» TO DO
What lines below hold the string "size"? Copy them all.

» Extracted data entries
───

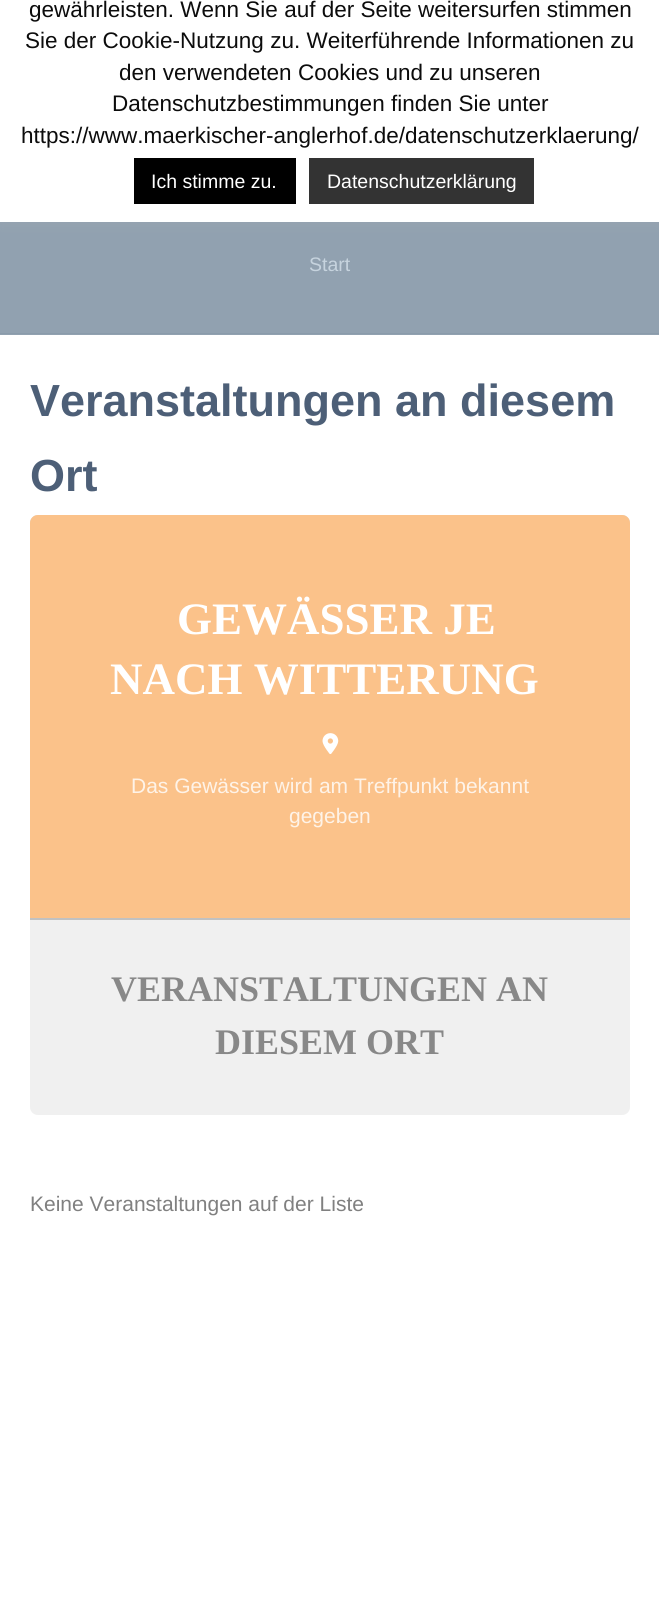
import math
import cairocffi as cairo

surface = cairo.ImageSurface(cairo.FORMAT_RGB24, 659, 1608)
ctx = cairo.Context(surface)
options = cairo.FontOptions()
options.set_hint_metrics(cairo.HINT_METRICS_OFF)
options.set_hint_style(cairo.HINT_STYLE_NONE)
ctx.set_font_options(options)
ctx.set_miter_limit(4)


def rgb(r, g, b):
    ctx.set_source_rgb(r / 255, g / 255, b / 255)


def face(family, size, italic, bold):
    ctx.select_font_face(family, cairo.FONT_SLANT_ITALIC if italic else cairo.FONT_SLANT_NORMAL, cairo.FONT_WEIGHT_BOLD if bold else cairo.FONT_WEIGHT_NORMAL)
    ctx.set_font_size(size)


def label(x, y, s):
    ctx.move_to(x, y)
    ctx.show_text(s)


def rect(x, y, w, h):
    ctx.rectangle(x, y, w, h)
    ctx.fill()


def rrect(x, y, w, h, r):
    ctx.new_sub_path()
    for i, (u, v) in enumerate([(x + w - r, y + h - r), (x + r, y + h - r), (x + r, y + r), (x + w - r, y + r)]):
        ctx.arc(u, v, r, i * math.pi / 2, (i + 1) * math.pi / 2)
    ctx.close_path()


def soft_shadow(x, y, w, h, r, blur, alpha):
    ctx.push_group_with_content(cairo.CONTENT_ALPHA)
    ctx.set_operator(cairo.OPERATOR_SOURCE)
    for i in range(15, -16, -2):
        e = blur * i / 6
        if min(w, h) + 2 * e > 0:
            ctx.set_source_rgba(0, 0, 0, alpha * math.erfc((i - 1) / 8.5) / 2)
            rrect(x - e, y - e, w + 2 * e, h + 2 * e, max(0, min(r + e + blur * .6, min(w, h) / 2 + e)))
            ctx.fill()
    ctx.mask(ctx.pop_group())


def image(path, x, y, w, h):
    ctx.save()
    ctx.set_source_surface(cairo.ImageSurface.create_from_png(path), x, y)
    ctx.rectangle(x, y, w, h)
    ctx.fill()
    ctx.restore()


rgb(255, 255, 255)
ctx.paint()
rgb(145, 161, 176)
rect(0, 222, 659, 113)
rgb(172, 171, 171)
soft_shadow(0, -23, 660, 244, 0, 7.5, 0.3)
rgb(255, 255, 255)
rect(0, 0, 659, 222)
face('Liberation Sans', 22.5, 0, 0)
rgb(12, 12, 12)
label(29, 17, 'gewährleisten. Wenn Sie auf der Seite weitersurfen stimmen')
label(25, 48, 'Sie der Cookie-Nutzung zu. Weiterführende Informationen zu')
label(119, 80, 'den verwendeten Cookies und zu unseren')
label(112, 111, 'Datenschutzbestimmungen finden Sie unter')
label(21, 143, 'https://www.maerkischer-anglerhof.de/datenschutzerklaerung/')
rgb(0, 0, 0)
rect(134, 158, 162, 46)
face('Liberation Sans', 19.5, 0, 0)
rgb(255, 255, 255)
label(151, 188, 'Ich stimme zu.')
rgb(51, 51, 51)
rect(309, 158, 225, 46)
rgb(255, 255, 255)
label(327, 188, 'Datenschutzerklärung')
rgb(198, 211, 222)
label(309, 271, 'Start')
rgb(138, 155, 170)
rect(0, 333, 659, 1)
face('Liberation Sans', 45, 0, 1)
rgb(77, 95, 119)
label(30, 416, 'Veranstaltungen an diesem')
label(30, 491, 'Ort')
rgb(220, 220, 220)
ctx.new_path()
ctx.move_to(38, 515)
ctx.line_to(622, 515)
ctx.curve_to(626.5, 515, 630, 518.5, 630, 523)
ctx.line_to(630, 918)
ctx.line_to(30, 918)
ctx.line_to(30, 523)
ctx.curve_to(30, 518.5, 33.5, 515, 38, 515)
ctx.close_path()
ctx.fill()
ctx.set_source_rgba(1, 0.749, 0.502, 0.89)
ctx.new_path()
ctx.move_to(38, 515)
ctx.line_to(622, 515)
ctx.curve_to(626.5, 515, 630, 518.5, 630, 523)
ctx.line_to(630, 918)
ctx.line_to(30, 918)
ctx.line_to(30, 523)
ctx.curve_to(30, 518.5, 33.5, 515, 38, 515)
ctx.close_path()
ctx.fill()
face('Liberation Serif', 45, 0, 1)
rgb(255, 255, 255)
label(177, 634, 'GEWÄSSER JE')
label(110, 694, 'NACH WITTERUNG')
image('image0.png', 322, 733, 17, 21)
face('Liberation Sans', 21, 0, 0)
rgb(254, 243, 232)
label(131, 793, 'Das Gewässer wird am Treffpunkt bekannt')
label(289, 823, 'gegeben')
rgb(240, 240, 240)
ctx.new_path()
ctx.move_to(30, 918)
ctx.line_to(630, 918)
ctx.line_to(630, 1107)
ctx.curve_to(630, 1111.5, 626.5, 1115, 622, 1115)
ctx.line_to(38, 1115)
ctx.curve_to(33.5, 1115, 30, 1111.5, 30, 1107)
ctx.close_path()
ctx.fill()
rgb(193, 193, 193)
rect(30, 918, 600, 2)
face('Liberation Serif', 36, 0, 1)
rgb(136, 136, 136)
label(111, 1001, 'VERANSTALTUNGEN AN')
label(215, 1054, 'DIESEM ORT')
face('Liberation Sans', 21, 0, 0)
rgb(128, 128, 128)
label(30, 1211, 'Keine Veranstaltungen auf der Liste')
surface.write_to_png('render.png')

───

» OUTPUT FOR THIS EXERCISE
def face(family, size, italic, bold):
    ctx.set_font_size(size)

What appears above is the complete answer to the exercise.